Dagster Monitoring with Prometheus: From System Metrics to Custom Assets (Part 1)

The Monitoring Challenge

Maintaining a self-hosted instance of Dagster comes with its own unique set of challenges. Every distributed application like Dagster should have comprehensive monitoring in place to measure bottlenecks, record performance metrics, track execution times, monitor materialization durations, and capture many other vital operational metrics alongside business-specific parameters.

When running applications on Kubernetes, Prometheus has become practically the default choice for monitoring.

Prometheus is an open-source monitoring and alerting toolkit that operates on a pull-based model, actively scraping metrics from /metrics endpoints at regular intervals and storing them in a time-series database.


System-Level Monitoring. The Easy Part

Monitoring system components of Dagster like dagster-webserver, dagster-daemon, or even the PostgreSQL database is relatively straightforward when running in Kubernetes. The Kubernetes API automatically records and provides comprehensive system-level metrics for these services through tools like kubelet, cAdvisor, and kube-state-metrics. This functionality comes out of the box without any additional configuration.
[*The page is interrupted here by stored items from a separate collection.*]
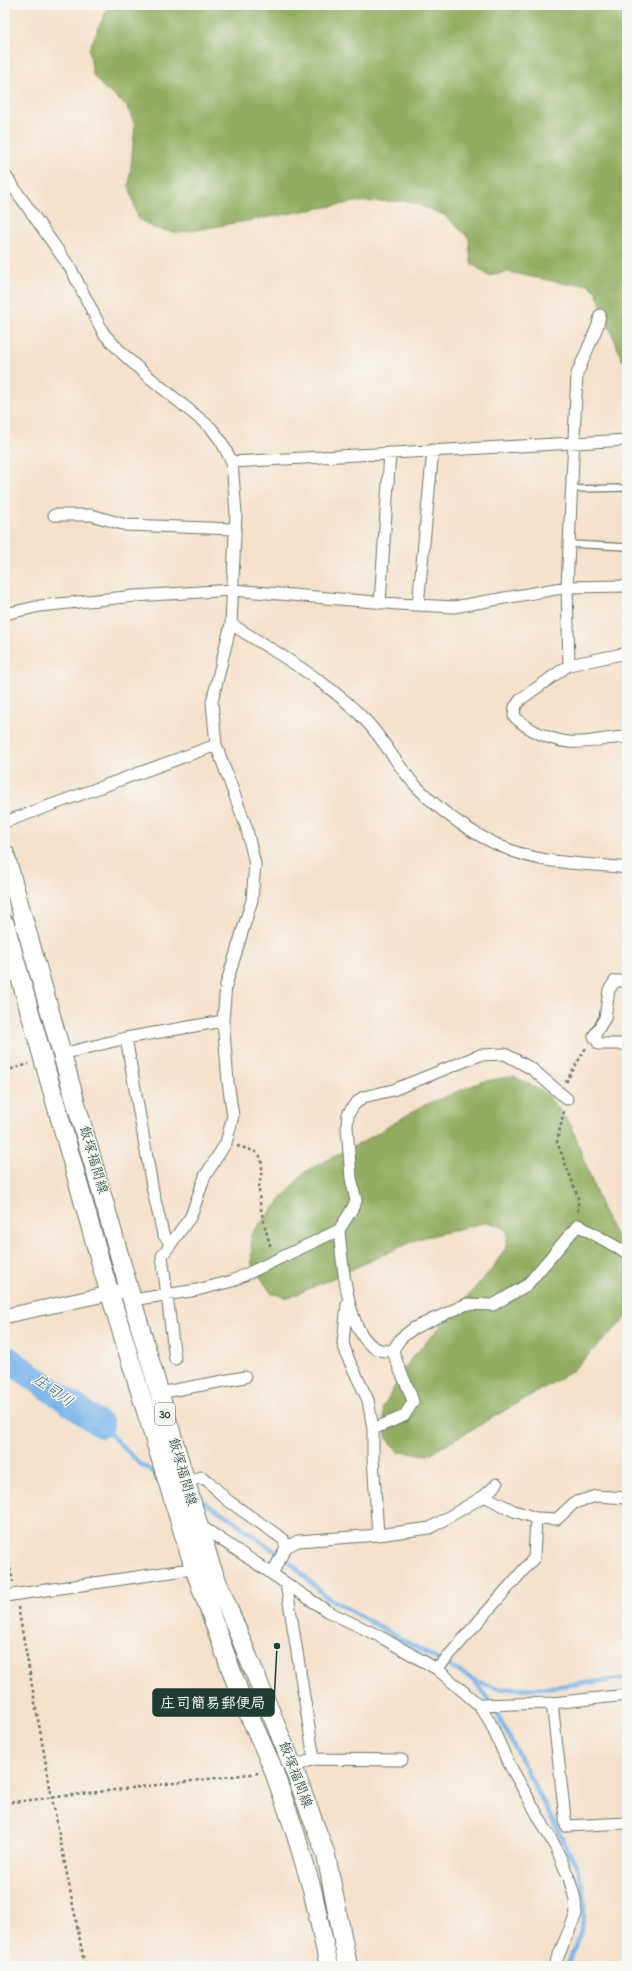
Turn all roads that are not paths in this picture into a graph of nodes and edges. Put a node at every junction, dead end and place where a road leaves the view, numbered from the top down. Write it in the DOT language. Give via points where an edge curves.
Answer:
graph roads {
  1 [pos="5,175"];
  2 [pos="600,315"];
  3 [pos="627,440"];
  4 [pos="574,442"];
  5 [pos="433,450"];
  6 [pos="390,453"];
  7 [pos="232,462"];
  8 [pos="627,488"];
  9 [pos="572,489"];
  10 [pos="54,515"];
  11 [pos="235,528"];
  12 [pos="569,544"];
  13 [pos="627,547"];
  14 [pos="627,586"];
  15 [pos="567,587"];
  16 [pos="233,590"];
  17 [pos="380,603"];
  18 [pos="418,605"];
  19 [pos="5,614"];
  20 [pos="231,624"];
  21 [pos="627,653"];
  22 [pos="569,665"];
  23 [pos="627,737"];
  24 [pos="216,745"];
  25 [pos="5,822"];
  26 [pos="5,854"];
  27 [pos="627,868"];
  28 [pos="5,924"];
  29 [pos="627,981"];
  30 [pos="223,1021"];
  31 [pos="126,1038"];
  32 [pos="627,1044"];
  33 [pos="62,1054"];
  34 [pos="563,1096"];
  35 [pos="338,1230"];
  36 [pos="171,1244"];
  37 [pos="627,1253"];
  38 [pos="110,1294"];
  39 [pos="131,1294"];
  40 [pos="166,1295"];
  41 [pos="348,1299"];
  42 [pos="5,1316"];
  43 [pos="393,1350"];
  44 [pos="175,1359"];
  45 [pos="245,1377"];
  46 [pos="159,1393"];
  47 [pos="373,1429"];
  48 [pos="186,1484"];
  49 [pos="498,1484"];
  50 [pos="626,1495"];
  51 [pos="484,1496"];
  52 [pos="536,1518"];
  53 [pos="198,1523"];
  54 [pos="378,1535"];
  55 [pos="286,1547"];
  56 [pos="202,1567"];
  57 [pos="272,1574"];
  58 [pos="286,1584"];
  59 [pos="10,1596"];
  60 [pos="437,1669"];
  61 [pos="627,1694"];
  62 [pos="552,1703"];
  63 [pos="480,1705"];
  64 [pos="314,1759"];
  65 [pos="402,1760"];
  66 [pos="293,1767"];
  67 [pos="627,1823"];
  68 [pos="329,1966"];
  69 [pos="348,1966"];
  70 [pos="554,1966"];
  1 -- 7 [label="street" via="71,269 104,334 122,354 211,428"];
  2 -- 4 [label="street" via="577,374"];
  3 -- 4 [label="street"];
  4 -- 5 [label="street"];
  4 -- 9 [label="street"];
  5 -- 6 [label="street"];
  5 -- 18 [label="street"];
  6 -- 7 [label="street"];
  6 -- 17 [label="street"];
  7 -- 11 [label="street"];
  8 -- 9 [label="lane"];
  9 -- 12 [label="street"];
  10 -- 11 [label="street" via="91,515 126,525"];
  11 -- 16 [label="street"];
  12 -- 13 [label="lane"];
  12 -- 15 [label="street"];
  14 -- 15 [label="street"];
  15 -- 18 [label="street" via="454,607"];
  15 -- 22 [label="street"];
  16 -- 17 [label="street"];
  16 -- 19 [label="street" via="111,598 40,606"];
  16 -- 20 [label="street"];
  17 -- 18 [label="street"];
  20 -- 24 [label="street" via="212,702"];
  20 -- 27 [label="street" via="304,670 344,700 390,750 415,786 447,814 477,833 507,849 544,860"];
  21 -- 22 [label="street"];
  22 -- 23 [label="street" via="521,699 515,707 514,716 521,724 569,742"];
  24 -- 25 [label="street"];
  24 -- 30 [label="street" via="246,826 255,864 252,900 226,985"];
  26 -- 33 [label="main road, 飯塚福間線 / 30"];
  28 -- 38 [label="main road, 飯塚福間線 / 30"];
  29 -- 32 [label="street" via="615,981 609,990 605,1018 594,1036 599,1044"];
  30 -- 31 [label="street"];
  30 -- 36 [label="street" via="233,1116 226,1143 205,1176 191,1216"];
  31 -- 33 [label="street"];
  31 -- 36 [label="street" via="153,1191 163,1234"];
  33 -- 39 [label="main road, 飯塚福間線 / 30"];
  34 -- 35 [label="street" via="532,1069 505,1054 480,1055 393,1090 363,1097 348,1114 347,1127 351,1178 356,1200"];
  35 -- 40 [label="street" via="232,1281"];
  35 -- 41 [label="street"];
  36 -- 40 [label="street" via="162,1256"];
  37 -- 43 [label="street" via="578,1225 527,1285 493,1305 467,1304 414,1328 401,1338"];
  38 -- 39 [label="street"];
  38 -- 42 [label="street"];
  38 -- 56 [label="main road, 飯塚福間線 / 30"];
  39 -- 40 [label="street"];
  39 -- 46 [label="main road, 飯塚福間線 / 30"];
  40 -- 44 [label="street"];
  41 -- 43 [label="street" via="366,1342 375,1349 385,1352"];
  41 -- 47 [label="street" via="343,1343 368,1400"];
  43 -- 47 [label="street" via="396,1365 410,1388 413,1402 404,1416"];
  45 -- 46 [label="street"];
  46 -- 48 [label="main road, 飯塚福間線 / 30"];
  47 -- 54 [label="street"];
  48 -- 53 [label="main road, 飯塚福間線 / 30"];
  48 -- 55 [label="street" via="201,1477 208,1481 226,1500 283,1539"];
  49 -- 51 [label="street"];
  50 -- 52 [label="street" via="596,1496 574,1503 557,1519"];
  51 -- 52 [label="street" via="514,1511"];
  51 -- 54 [label="street" via="430,1528"];
  52 -- 60 [label="street" via="534,1558"];
  53 -- 56 [label="main road, 飯塚福間線 / 30"];
  53 -- 57 [label="street"];
  54 -- 55 [label="street" via="298,1541"];
  55 -- 57 [label="street"];
  56 -- 59 [label="street"];
  56 -- 66 [label="main road, 飯塚福間線 / 30"];
  56 -- 68 [label="main road, 飯塚福間線 / 30" via="241,1697 274,1772 300,1846"];
  57 -- 58 [label="street"];
  58 -- 60 [label="street" via="327,1611 380,1636"];
  58 -- 64 [label="street"];
  60 -- 63 [label="street"];
  61 -- 62 [label="street"];
  62 -- 63 [label="street"];
  62 -- 67 [label="street" via="566,1826"];
  63 -- 70 [label="street" via="556,1848 575,1899 576,1914"];
  64 -- 65 [label="street"];
  64 -- 66 [label="street"];
  66 -- 69 [label="main road, 飯塚福間線 / 30" via="326,1855"];
}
The Real Challenge. Business Logic Monitoring

The real challenge emerges when we need to monitor Dagster jobs and assets that step close to the business logic of your applications. This is where traditional Prometheus scraping patterns break down due to the fundamental nature of data processing workloads.

By nature, Dagster jobs can be short-lived, sporadic, dynamic, and distributed. The conventional Prometheus approach of scraping metrics endpoints at regular intervals (typically 15-60 seconds) simply doesn't work for ephemeral processes that may start and complete between scrape intervals.

Without proper monitoring of job-level metrics, you lose visibility into asset materialization times, job success/failure rates, resource consumption during data processing, data quality metrics, and business KPIs tied to your data pipelines.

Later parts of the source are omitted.